On. Cova: “L’ottimo lavoro del Ministro Martina sul latte sta facendo agitare qualche politico”

 

“Per oltre trent’anni si è parlato di indicizzazione del prezzo del latte, ma solo questo Governo e questa maggioranza sono stati capaci di farla diventare legge. Stupisce che chi è al vertice di Regione Lombardia da oltre 20 anni si accorga solo ora dell’importanza dell’indicizzazione, mentre negli anni precedenti, quando gli allevatori prendevano 0,30 centesimi di euro, faceva finta di niente”, lo dichiara l’on Paolo Cova, parlamentare del Pd e componente della XIII Commissione Agricoltura della Camera, dopo l’attacco dell’assessore regionale lombardo al Ministro Martina sul tema del latte.

“Certo, vedere che c’è un Ministro che per la prima volta in Italia investe 108 milioni di euro per il comparto latte, che interviene in modo strutturale sul settore istituendo l’interprofessione, mette mano alla volatilità del latte regolando il contratto con una scadenza annuale, sta lavorando direttamente sul prezzo al produttore con un intervento sull’Iva in legge di stabilità, sta facendo agitare qualche politico”, incalza Cova.

Secondo il quale “forse questa agitazione nasce dal fatto che il politico in questione aveva votato, nel 2009, la legge 33, la famosa legge Zaia, che ha tolto 70 milioni di euro agli allevatori per quest’anno”.

 

Roma, 5 novembre 201 5

 

News dal Parlamento

L’omicidio stradale è un reato

Importante approvazione questa settimana alla Camera dove abbiamo dato il via libera, in seconda lettura e ora torna al Senato, alla legge che introduce i due nuovi reati colposi di omicidio stradale e di lesioni personali stradali. Si tratta di un provvedimento atteso da tempo da cittadini e associazioni, al quale nei prossimi mesi verranno affiancate iniziative sull’educazione stradale, l’aumento dei controlli e la manutenzione stradale e della segnaletica.

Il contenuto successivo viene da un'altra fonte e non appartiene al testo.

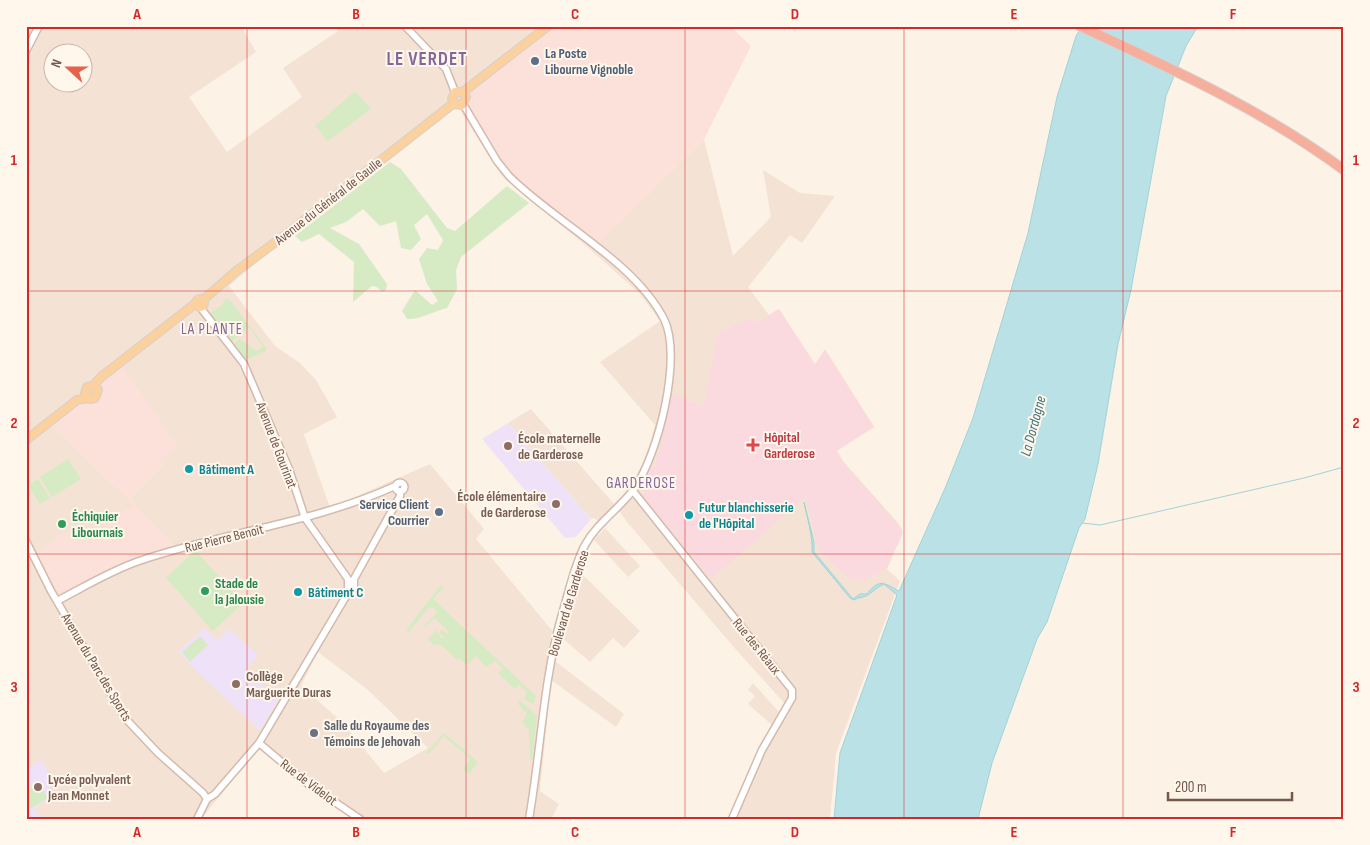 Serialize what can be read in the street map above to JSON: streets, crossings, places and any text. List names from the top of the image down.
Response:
{
  "streets": {
    "main road": ["Avenue du Général de Gaulle"],
    "street": [
      "Avenue de Gourinat",
      "Rue Pierre Benoît",
      "Boulevard de Garderose",
      "Rue des Réaux",
      "Avenue du Parc des Sports",
      "Rue de Videlot"
    ]
  },
  "crossings": [
    ["Avenue du Général de Gaulle", "Avenue de Gourinat"],
    ["Avenue du Général de Gaulle", "Boulevard de Garderose"],
    ["Avenue de Gourinat", "Rue Pierre Benoît"],
    ["Rue Pierre Benoît", "Avenue du Parc des Sports"],
    ["Boulevard de Garderose", "Rue des Réaux"]
  ],
  "districts": ["LE VERDET", "LA PLANTE", "GARDEROSE"],
  "water": ["La Dordogne"],
  "places": {
    "other": [
      "La Poste Libourne Vignoble",
      "École maternelle de Garderose",
      "Bâtiment A",
      "École élémentaire de Garderose",
      "Service Client Courrier",
      "Futur blanchisserie de l'Hôpital",
      "Échiquier Libournais",
      "Stade de la Jalousie",
      "Bâtiment C",
      "Collège Marguerite Duras",
      "Salle du Royaume des Témoins de Jehovah",
      "Lycée polyvalent Jean Monnet"
    ],
    "health": ["Hôpital Garderose"]
  },
  "scale_bar": "200 m",
  "north": "left",
  "grid": {
    "columns": [
      "A",
      "B",
      "C",
      "D",
      "E",
      "F"
    ],
    "rows": ["1", "2", "3"]
  }
} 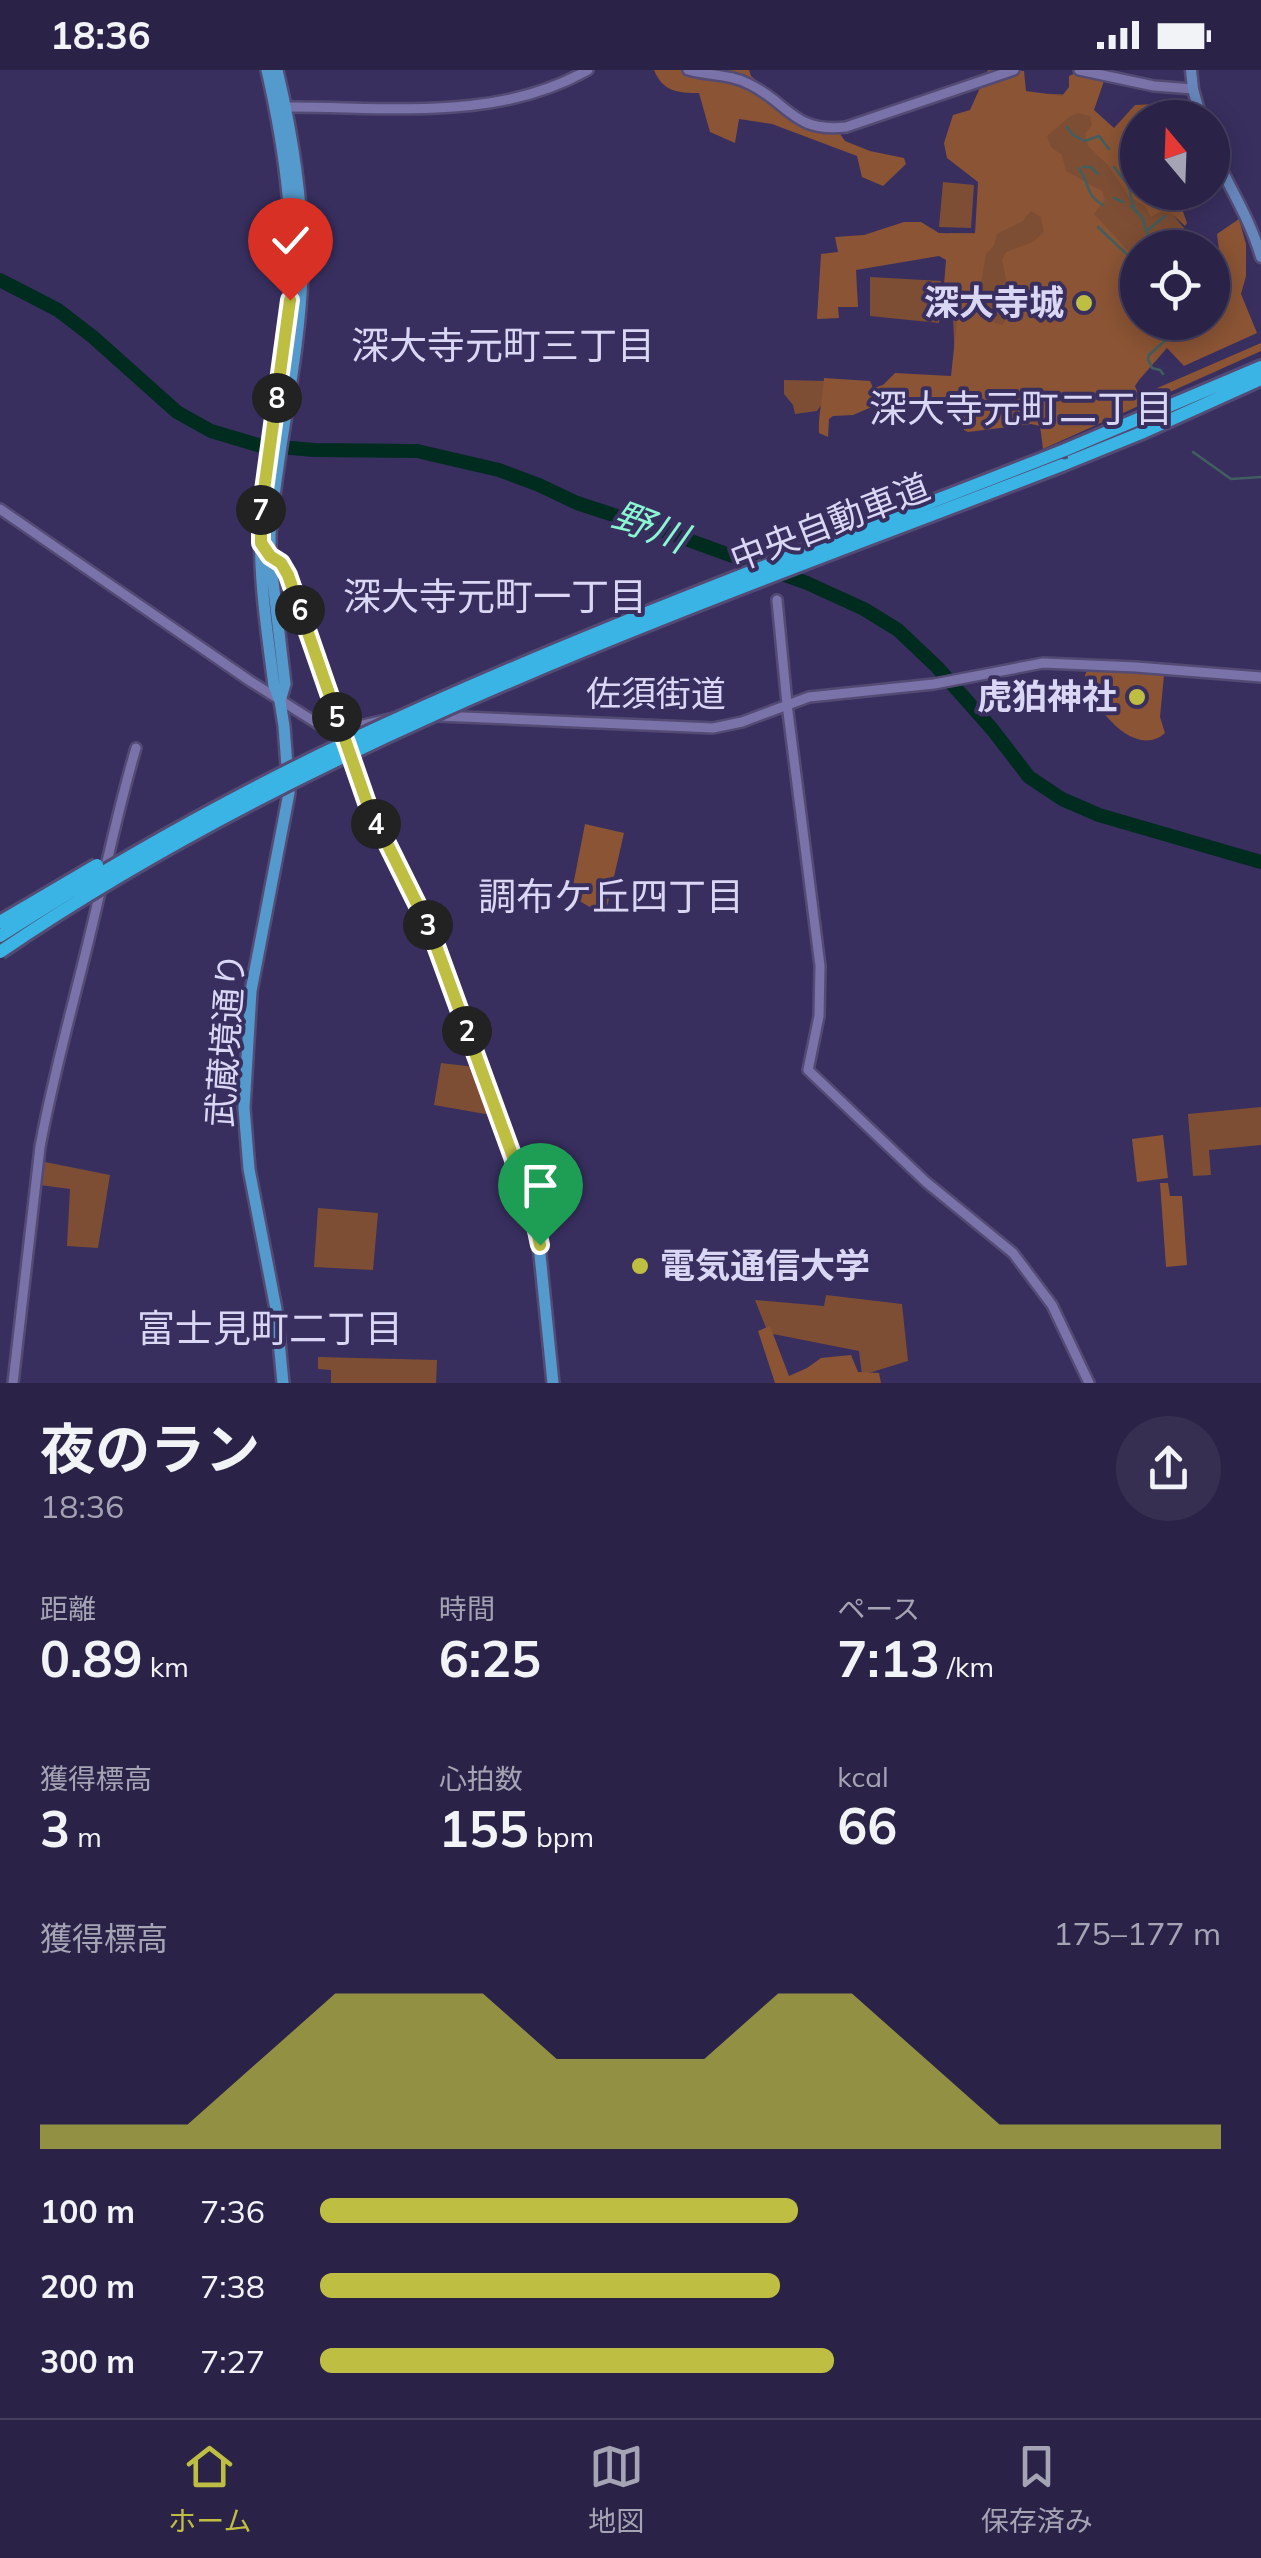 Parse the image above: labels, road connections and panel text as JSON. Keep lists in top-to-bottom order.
{
  "streets": {
    "highway": ["中央自動車道"],
    "main road": ["武蔵境通り"],
    "street": ["佐須街道"]
  },
  "districts": [
    "深大寺元町三丁目",
    "深大寺元町二丁目",
    "深大寺元町一丁目",
    "調布ケ丘四丁目",
    "富士見町二丁目"
  ],
  "water": ["野川"],
  "places": ["深大寺城", "虎狛神社", "電気通信大学"],
  "north": "top",
  "page": {
    "status": "18:36",
    "pins": [
      "8",
      "7",
      "6",
      "5",
      "4",
      "3",
      "2"
    ],
    "heading": ["夜のラン", "18:36"],
    "stats": [
      ["距離", "0.89 km"],
      ["時間", "6:25"],
      ["ペース", "7:13 /km"],
      ["獲得標高", "3 m"],
      ["心拍数", "155 bpm"],
      ["kcal", "66"]
    ],
    "chart": ["獲得標高", "175–177 m"],
    "list": [
      {
        "name": "100 m",
        "note": "7:36"
      },
      {
        "name": "200 m",
        "note": "7:38"
      },
      {
        "name": "300 m",
        "note": "7:27"
      }
    ],
    "tabs": ["ホーム", "地図", "保存済み"]
  }
}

Tre i livelli di pena per l’omicidio stradale, corrispondenti alla gravità della condotta del conducente: da 8 a 12 anni di carcere se l’omicidio è commesso in stato di ubriachezza grave (con un tasso superiore a 1,5 grammi per litro) o sotto effetto di sostanze stupefacenti o psicotrope; da 5 a 10 anni di carcere se l’omicidio è commesso in uno stato di ubriachezza (con un tasso tra 0,8 e a 1,5 grammi per litro) e in presenza di violazioni stradali (eccesso di velocità, guida contromano, il mancato rispetto del semaforo, sorpassi e inversioni a rischio); da 2 a 7 anni se l’omicidio è commesso in violazione del codice della strada.

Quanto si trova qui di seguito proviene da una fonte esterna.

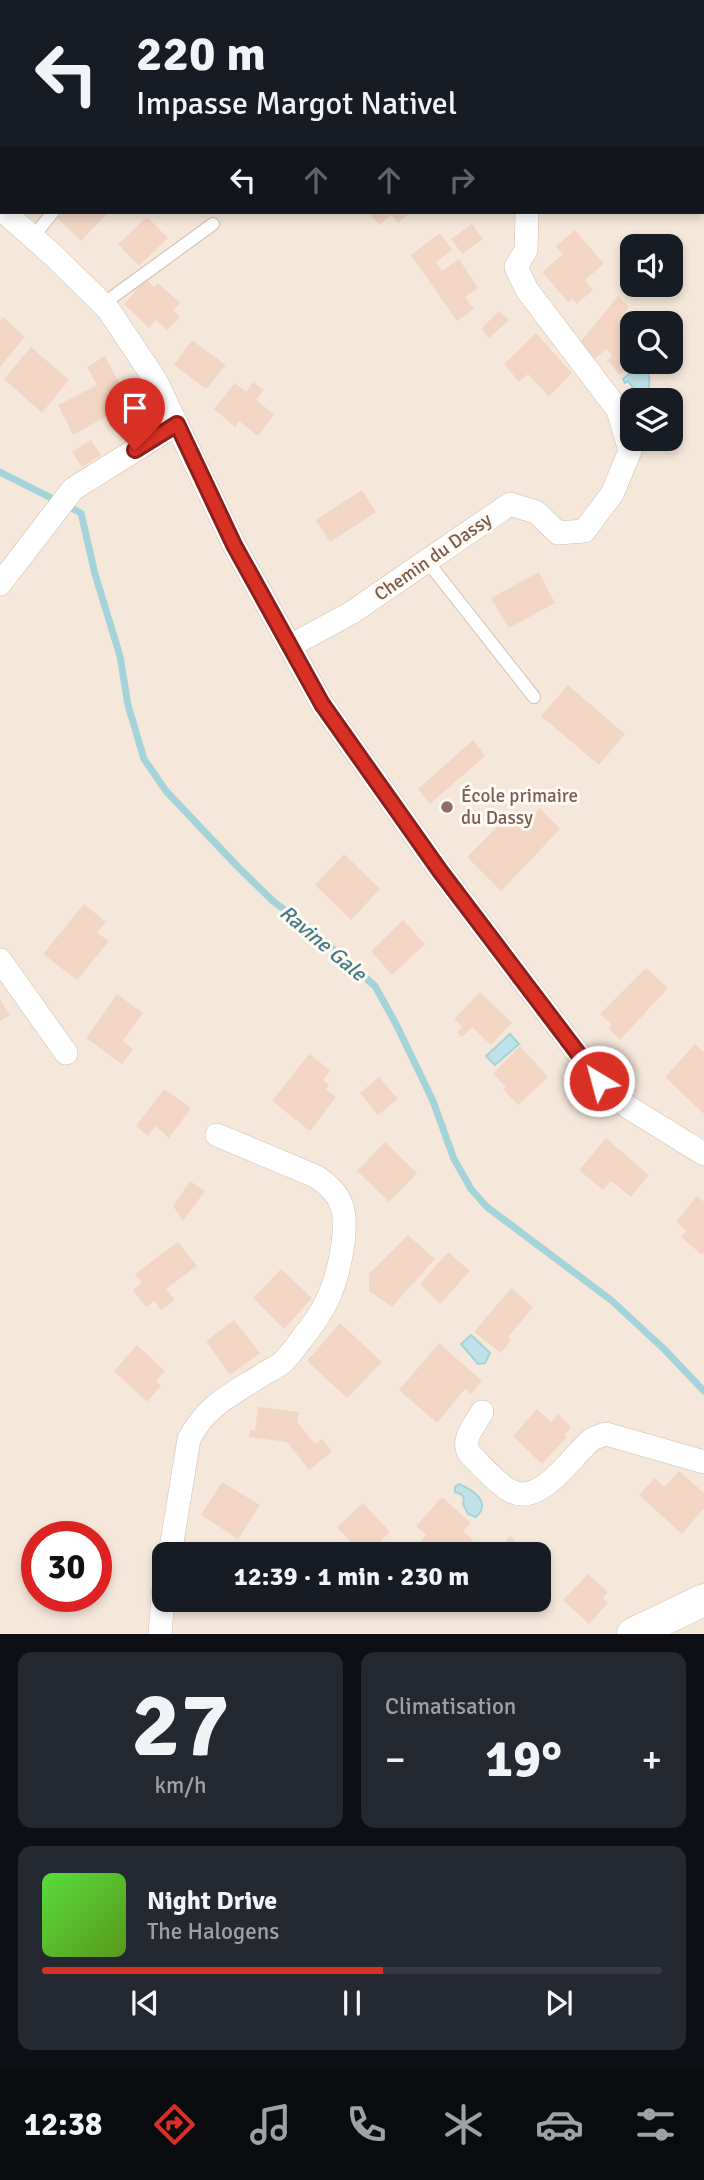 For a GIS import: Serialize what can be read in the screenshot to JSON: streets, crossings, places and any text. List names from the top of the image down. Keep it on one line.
{"streets":{"street":["Chemin du Dassy"]},"water":["Ravine Gale"],"places":["École primaire du Dassy"],"page":{"turn":["220 m","Impasse Margot Nativel"],"limit":"30","trip":"12:39 · 1 min · 230 m","tile":[["27","km/h"],"Climatisation"],"heat":["−","19°","+"],"song":["Night Drive","The Halogens"],"tabs":"12:38"}}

Specularmente sono tre i livelli di pena per le lesioni personali. Nel caso in cui il conducente sia ubriaco o drogato le pene vanno da 3 a 5 anni di carcere per lesioni gravi e da 4 a 7 per quelle gravissime. Nel caso in cui il conducente abbia nel sangue un tasso tra 0,8 e a 1,5 grammi di alcool per litro o l’incidente sia causato da manovre pericolose scatta la reclusione da 1 anno e 6 mesi a 3 anni per lesioni gravi e da 2 a 4 anni per le gravissime. Nel caso di violazione del codice della strada (senza alterazioni psicofisiche) resta la pena prevista attualmente.

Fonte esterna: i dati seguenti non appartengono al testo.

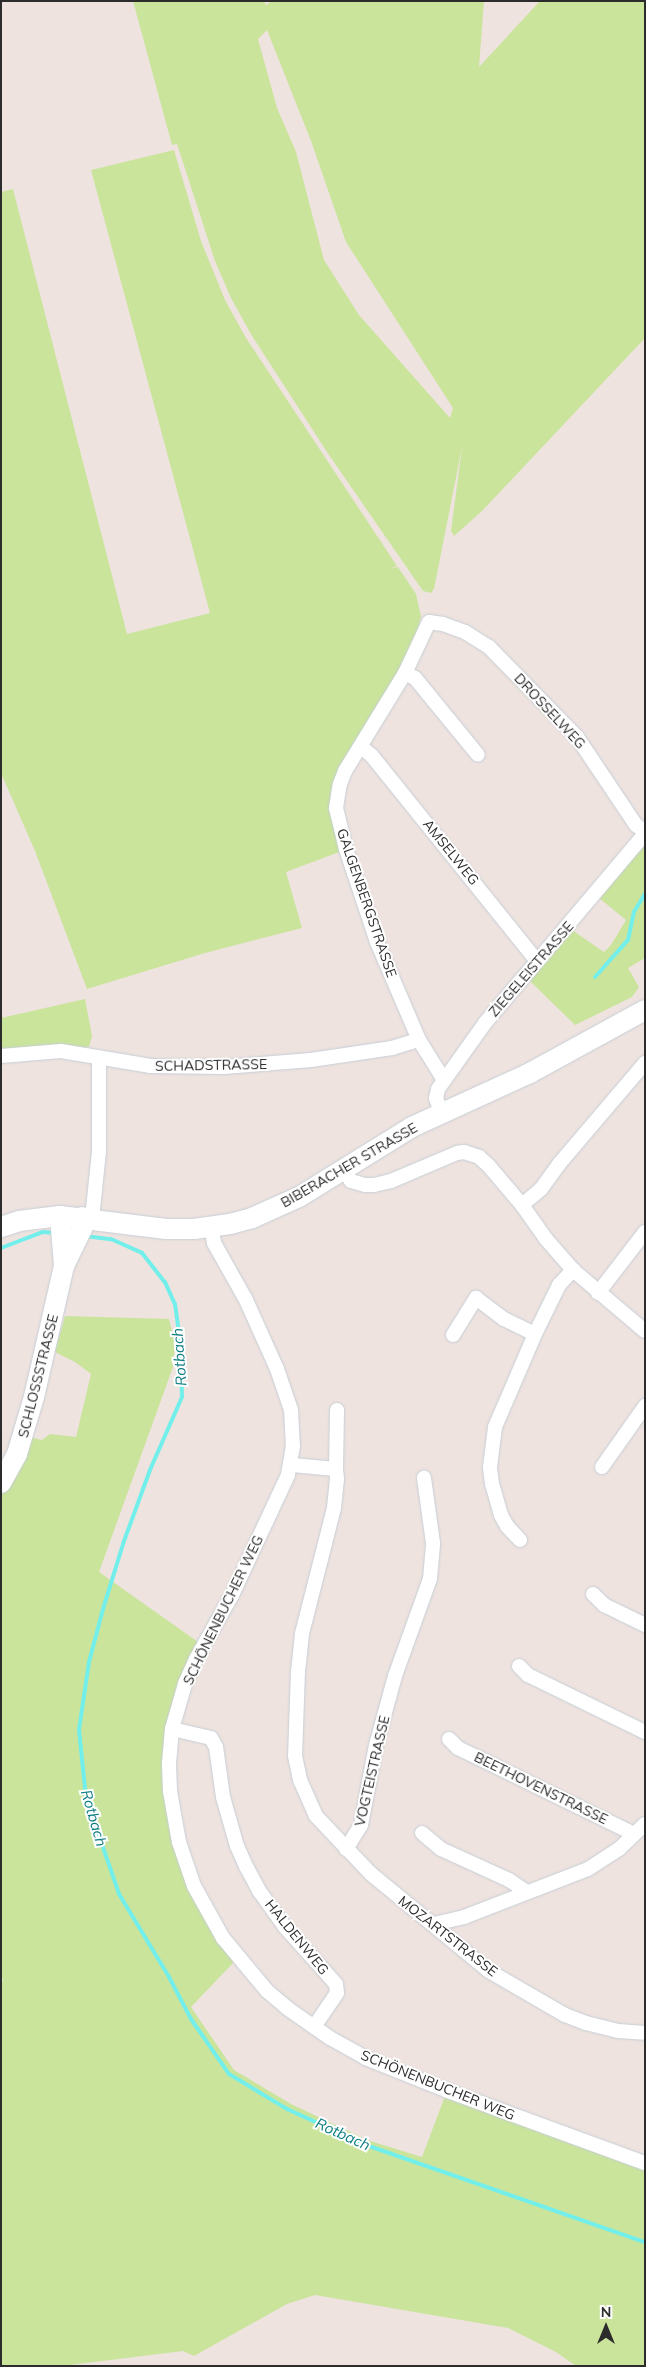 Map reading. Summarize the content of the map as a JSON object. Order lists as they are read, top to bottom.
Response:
{
  "streets": {
    "street": [
      "DROSSELWEG",
      "AMSELWEG",
      "GALGENBERGSTRASSE",
      "ZIEGELEISTRASSE",
      "SCHADSTRASSE",
      "BIBERACHER STRASSE",
      "SCHLOSSSTRASSE",
      "SCHÖNENBUCHER WEG",
      "VOGTEISTRASSE",
      "BEETHOVENSTRASSE",
      "MOZARTSTRASSE",
      "HALDENWEG"
    ]
  },
  "crossings": [
    ["DROSSELWEG", "GALGENBERGSTRASSE"],
    ["DROSSELWEG", "ZIEGELEISTRASSE"],
    ["AMSELWEG", "GALGENBERGSTRASSE"],
    ["AMSELWEG", "ZIEGELEISTRASSE"],
    ["GALGENBERGSTRASSE", "ZIEGELEISTRASSE"],
    ["GALGENBERGSTRASSE", "SCHADSTRASSE"],
    ["ZIEGELEISTRASSE", "BIBERACHER STRASSE"],
    ["BIBERACHER STRASSE", "SCHLOSSSTRASSE"],
    ["BIBERACHER STRASSE", "SCHÖNENBUCHER WEG"],
    ["SCHÖNENBUCHER WEG", "HALDENWEG"],
    ["VOGTEISTRASSE", "MOZARTSTRASSE"]
  ],
  "water": ["Rotbach"],
  "north": "top"
}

Tra le aggravanti, se il conducente fugge dopo l’incidente la pena aumenterà da un terzo a due terzi, e non potrà comunque essere inferiore a 5 anni per l’omicidio e a 3 anni per le lesioni.

 

Nuove regole sui fitosanitari

Diverse le mozioni che abbiamo approvato questa settimana, ma una la ritengo particolarmente significativa perché interviene in materia di autorizzazione alla commercializzazione e all’utilizzo dei prodotti fitosanitari.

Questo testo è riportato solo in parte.